**Task to carry out**
Only the lines holding the string "Rimin" are needed; copy each of them from the data.

Content starts

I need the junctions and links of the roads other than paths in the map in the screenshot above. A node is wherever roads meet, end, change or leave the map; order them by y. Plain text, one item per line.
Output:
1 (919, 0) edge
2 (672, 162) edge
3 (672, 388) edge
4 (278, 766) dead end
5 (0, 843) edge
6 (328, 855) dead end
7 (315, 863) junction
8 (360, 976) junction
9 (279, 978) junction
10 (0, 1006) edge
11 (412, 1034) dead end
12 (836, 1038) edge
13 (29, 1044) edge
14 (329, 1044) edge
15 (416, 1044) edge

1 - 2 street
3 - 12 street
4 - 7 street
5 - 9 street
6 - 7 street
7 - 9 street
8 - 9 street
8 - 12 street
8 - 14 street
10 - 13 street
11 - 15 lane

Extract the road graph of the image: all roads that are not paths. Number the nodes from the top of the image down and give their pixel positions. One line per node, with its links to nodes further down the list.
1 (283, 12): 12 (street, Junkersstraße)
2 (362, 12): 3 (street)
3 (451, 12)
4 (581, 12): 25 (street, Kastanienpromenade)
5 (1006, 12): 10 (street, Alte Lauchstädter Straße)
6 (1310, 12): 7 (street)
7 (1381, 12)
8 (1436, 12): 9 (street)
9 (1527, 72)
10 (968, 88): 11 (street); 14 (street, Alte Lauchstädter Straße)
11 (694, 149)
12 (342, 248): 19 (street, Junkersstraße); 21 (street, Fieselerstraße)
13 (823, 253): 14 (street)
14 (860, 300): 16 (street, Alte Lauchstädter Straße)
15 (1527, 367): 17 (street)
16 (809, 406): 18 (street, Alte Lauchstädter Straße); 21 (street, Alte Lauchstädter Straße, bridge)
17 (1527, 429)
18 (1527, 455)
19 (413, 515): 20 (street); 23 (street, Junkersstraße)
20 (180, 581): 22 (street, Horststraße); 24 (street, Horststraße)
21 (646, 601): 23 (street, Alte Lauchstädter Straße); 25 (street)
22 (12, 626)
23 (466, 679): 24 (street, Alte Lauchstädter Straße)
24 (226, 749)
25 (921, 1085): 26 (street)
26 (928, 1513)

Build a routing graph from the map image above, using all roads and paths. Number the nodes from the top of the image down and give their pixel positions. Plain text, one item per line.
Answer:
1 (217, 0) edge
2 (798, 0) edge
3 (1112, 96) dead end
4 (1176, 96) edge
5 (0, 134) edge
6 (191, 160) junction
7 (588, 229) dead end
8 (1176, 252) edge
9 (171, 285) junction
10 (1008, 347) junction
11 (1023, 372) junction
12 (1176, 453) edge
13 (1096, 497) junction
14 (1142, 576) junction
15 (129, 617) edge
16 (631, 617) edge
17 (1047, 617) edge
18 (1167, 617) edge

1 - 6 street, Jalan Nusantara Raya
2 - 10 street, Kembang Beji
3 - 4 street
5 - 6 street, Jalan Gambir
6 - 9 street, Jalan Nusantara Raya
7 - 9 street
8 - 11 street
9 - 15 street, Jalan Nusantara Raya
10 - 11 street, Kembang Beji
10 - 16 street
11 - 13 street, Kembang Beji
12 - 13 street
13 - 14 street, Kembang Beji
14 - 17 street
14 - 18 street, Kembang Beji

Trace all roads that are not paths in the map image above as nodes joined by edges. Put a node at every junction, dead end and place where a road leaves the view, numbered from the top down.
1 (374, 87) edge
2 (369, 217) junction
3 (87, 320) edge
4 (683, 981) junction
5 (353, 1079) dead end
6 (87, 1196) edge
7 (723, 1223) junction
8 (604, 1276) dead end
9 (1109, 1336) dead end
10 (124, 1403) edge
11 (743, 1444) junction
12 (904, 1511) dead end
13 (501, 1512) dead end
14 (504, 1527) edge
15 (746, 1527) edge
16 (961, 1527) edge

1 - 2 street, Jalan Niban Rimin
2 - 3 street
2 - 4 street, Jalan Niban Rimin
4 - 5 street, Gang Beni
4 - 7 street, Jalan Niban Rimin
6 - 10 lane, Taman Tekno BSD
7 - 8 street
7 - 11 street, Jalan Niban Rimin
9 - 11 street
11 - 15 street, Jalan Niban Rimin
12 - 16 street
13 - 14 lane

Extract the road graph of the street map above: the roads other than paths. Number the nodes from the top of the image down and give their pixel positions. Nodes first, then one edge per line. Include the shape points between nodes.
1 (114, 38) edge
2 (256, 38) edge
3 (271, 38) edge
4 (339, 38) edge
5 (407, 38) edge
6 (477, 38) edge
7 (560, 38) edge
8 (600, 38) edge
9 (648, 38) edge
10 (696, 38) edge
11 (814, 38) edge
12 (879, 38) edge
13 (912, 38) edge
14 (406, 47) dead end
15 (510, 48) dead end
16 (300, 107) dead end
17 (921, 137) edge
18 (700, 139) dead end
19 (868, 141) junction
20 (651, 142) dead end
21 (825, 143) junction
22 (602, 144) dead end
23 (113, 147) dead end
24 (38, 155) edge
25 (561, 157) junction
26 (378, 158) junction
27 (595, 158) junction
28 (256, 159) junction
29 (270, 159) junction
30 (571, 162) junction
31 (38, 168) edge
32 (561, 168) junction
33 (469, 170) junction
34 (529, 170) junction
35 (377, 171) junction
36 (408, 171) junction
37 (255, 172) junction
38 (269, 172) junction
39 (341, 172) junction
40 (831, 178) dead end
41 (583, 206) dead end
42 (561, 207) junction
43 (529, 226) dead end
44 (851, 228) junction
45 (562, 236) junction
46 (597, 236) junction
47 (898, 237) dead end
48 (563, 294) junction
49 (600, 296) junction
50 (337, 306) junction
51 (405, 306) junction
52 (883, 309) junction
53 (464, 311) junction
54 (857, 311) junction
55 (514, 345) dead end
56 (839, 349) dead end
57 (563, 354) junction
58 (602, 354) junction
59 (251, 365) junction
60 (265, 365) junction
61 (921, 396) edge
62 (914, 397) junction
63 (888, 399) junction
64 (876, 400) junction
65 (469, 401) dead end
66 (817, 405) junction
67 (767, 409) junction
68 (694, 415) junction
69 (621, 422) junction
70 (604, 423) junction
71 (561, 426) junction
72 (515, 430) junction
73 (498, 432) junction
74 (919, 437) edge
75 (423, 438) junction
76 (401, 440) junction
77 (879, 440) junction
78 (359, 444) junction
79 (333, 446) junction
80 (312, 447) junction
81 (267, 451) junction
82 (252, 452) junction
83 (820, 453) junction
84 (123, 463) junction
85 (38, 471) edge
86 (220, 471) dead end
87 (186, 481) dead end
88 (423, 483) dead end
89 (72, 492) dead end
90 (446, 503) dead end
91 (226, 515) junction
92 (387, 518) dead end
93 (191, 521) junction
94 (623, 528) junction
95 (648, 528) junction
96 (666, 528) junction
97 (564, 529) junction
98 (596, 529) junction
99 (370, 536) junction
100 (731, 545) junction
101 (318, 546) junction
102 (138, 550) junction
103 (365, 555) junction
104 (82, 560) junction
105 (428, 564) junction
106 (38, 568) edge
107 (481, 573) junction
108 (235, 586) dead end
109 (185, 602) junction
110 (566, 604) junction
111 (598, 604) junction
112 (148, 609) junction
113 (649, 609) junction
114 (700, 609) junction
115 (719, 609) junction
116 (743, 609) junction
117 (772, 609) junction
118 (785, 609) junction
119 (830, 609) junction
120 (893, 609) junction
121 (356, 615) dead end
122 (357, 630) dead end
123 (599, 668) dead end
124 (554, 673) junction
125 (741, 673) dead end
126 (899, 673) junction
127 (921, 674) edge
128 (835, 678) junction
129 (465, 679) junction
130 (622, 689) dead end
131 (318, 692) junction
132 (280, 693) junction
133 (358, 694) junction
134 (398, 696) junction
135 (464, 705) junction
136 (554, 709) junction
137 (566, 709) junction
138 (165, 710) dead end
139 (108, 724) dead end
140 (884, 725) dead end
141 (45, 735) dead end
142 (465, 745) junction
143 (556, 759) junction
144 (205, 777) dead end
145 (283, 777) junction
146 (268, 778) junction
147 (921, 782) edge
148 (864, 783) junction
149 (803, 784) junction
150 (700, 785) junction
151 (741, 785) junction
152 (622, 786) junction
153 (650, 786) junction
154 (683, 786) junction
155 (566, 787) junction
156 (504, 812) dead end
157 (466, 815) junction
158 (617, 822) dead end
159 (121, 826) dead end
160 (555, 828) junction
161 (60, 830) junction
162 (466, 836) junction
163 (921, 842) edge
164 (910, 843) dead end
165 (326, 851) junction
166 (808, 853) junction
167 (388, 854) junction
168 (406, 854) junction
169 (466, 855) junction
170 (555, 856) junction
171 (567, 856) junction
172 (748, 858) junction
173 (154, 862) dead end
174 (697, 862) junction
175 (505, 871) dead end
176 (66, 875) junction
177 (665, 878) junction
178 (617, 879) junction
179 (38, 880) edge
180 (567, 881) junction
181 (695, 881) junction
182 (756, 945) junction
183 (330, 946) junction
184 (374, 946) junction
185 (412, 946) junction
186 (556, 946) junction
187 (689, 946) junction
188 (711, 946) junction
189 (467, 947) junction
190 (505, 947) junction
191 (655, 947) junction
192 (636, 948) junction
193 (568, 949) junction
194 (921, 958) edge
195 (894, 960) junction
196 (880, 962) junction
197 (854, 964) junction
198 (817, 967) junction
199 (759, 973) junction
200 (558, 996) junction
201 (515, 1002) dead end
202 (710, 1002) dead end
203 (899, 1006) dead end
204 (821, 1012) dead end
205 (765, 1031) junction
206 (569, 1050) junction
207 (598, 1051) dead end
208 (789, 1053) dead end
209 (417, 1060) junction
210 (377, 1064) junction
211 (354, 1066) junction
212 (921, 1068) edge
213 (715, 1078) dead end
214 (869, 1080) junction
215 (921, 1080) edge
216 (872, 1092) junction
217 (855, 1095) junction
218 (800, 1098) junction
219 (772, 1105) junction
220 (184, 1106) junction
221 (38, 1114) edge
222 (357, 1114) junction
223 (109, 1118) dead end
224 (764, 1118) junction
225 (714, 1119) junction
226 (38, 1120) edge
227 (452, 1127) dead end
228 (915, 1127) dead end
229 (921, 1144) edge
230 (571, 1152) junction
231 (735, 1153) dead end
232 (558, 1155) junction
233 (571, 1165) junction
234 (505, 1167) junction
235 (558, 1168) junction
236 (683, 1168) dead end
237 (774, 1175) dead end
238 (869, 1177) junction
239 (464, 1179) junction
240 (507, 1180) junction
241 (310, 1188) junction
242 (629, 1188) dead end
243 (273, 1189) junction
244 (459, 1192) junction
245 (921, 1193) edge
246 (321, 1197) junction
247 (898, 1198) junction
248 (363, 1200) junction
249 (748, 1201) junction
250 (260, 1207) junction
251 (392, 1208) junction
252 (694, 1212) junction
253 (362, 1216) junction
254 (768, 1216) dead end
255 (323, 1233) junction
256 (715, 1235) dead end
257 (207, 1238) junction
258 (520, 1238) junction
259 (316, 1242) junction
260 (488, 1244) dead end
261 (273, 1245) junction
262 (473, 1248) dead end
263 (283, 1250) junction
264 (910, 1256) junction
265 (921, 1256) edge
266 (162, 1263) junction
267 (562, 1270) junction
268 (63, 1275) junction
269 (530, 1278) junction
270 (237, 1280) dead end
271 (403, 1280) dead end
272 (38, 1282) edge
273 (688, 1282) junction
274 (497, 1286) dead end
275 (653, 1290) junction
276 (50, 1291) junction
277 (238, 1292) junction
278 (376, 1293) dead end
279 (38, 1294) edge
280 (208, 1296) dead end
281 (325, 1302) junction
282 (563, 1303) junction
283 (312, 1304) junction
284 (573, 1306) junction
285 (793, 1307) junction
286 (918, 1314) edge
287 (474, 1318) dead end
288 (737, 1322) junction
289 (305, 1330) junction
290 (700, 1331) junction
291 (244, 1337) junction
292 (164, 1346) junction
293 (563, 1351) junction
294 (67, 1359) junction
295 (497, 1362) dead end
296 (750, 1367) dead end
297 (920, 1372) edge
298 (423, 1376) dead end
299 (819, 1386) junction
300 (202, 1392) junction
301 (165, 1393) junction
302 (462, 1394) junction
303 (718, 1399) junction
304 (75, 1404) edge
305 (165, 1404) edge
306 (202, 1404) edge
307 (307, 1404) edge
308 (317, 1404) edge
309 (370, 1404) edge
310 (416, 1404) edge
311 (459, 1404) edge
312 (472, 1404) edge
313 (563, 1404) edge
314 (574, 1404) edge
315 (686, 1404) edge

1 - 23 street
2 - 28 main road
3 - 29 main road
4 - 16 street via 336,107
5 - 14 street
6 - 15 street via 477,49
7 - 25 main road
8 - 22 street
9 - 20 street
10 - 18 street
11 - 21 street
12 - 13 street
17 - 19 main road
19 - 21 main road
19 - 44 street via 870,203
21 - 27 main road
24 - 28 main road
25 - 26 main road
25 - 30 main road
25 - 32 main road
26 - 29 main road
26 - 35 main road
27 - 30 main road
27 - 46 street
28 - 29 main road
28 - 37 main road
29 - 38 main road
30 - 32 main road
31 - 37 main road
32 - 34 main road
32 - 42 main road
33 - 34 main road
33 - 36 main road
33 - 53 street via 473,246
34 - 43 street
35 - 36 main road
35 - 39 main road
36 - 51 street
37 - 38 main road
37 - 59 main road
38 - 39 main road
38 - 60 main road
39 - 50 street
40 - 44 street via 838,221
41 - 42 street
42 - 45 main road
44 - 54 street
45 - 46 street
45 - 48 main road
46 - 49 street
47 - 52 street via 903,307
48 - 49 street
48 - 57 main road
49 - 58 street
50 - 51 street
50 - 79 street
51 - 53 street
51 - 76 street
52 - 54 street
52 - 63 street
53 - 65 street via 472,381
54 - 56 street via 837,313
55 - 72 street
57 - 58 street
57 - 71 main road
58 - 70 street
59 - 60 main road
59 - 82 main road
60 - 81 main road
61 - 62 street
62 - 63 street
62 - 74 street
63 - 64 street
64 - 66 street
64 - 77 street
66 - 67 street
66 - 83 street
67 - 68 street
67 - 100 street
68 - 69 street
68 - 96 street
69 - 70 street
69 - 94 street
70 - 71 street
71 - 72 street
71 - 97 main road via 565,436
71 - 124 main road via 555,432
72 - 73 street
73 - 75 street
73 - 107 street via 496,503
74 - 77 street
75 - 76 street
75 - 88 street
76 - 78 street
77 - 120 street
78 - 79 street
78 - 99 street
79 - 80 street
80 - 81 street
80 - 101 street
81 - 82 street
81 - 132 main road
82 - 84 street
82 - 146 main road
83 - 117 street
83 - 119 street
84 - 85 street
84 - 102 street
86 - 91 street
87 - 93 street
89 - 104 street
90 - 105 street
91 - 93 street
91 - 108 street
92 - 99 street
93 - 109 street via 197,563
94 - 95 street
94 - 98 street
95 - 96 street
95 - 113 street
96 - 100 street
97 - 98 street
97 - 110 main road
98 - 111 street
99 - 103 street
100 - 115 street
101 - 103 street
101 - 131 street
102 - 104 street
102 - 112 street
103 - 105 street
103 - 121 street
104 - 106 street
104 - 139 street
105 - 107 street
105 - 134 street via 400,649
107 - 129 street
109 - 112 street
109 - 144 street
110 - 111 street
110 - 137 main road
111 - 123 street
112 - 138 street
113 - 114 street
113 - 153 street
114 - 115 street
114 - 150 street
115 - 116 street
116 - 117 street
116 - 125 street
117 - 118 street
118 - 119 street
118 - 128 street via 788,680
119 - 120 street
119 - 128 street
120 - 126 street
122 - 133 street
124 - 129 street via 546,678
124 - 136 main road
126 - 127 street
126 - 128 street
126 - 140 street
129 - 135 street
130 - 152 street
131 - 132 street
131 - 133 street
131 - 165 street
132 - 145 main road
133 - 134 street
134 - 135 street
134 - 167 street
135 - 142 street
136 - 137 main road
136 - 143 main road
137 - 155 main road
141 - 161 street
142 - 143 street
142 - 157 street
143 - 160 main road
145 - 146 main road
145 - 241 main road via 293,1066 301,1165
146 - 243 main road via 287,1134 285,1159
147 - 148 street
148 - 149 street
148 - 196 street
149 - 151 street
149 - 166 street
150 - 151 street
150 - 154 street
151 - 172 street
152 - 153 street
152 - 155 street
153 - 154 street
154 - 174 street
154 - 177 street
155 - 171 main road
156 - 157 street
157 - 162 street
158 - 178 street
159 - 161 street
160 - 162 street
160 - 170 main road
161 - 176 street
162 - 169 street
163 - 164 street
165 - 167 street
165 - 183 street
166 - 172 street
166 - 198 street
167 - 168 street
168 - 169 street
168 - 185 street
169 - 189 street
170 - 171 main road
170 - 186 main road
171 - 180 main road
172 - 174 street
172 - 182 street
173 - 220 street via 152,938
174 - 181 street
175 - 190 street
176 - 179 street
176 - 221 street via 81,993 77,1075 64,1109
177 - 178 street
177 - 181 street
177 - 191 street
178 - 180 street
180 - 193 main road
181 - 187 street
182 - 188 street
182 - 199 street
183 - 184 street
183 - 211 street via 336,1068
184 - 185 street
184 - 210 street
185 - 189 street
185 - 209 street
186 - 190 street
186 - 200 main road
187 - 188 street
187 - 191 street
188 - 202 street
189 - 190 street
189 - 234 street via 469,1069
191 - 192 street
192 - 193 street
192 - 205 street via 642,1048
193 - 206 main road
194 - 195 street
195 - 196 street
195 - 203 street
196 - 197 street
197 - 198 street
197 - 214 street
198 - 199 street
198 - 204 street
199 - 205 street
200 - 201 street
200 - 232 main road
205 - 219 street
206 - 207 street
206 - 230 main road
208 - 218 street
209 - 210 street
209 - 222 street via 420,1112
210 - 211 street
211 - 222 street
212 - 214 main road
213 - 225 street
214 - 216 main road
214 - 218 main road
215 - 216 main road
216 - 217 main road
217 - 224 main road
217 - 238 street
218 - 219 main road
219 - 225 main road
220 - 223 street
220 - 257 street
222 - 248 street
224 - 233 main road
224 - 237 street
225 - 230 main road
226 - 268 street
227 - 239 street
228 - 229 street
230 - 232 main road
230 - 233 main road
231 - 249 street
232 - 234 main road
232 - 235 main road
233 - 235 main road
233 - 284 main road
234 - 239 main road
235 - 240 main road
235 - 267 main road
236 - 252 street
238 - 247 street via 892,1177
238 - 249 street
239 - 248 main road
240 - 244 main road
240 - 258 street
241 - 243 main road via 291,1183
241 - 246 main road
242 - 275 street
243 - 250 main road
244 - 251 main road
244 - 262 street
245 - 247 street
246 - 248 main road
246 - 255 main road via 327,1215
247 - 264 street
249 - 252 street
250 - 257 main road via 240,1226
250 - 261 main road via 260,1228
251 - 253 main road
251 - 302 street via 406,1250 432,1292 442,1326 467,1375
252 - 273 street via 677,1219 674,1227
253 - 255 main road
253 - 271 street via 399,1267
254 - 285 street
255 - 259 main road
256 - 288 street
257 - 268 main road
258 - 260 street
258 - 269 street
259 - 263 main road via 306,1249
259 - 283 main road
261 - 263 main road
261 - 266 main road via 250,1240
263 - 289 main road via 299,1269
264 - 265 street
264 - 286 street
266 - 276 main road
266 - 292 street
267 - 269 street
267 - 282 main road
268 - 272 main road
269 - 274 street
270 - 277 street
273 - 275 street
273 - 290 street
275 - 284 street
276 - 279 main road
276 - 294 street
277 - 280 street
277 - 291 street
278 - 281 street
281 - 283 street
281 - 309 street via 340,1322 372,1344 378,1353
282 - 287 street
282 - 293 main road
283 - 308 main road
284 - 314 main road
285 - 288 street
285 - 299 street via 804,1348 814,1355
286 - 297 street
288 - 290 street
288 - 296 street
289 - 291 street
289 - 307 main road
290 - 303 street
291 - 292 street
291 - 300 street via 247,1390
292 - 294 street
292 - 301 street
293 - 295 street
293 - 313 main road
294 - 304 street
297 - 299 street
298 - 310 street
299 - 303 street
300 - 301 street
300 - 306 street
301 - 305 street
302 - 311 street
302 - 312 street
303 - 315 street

Content ends

**Task answer**
1 - 2 street, Jalan Niban Rimin
2 - 4 street, Jalan Niban Rimin
4 - 7 street, Jalan Niban Rimin
7 - 11 street, Jalan Niban Rimin
11 - 15 street, Jalan Niban Rimin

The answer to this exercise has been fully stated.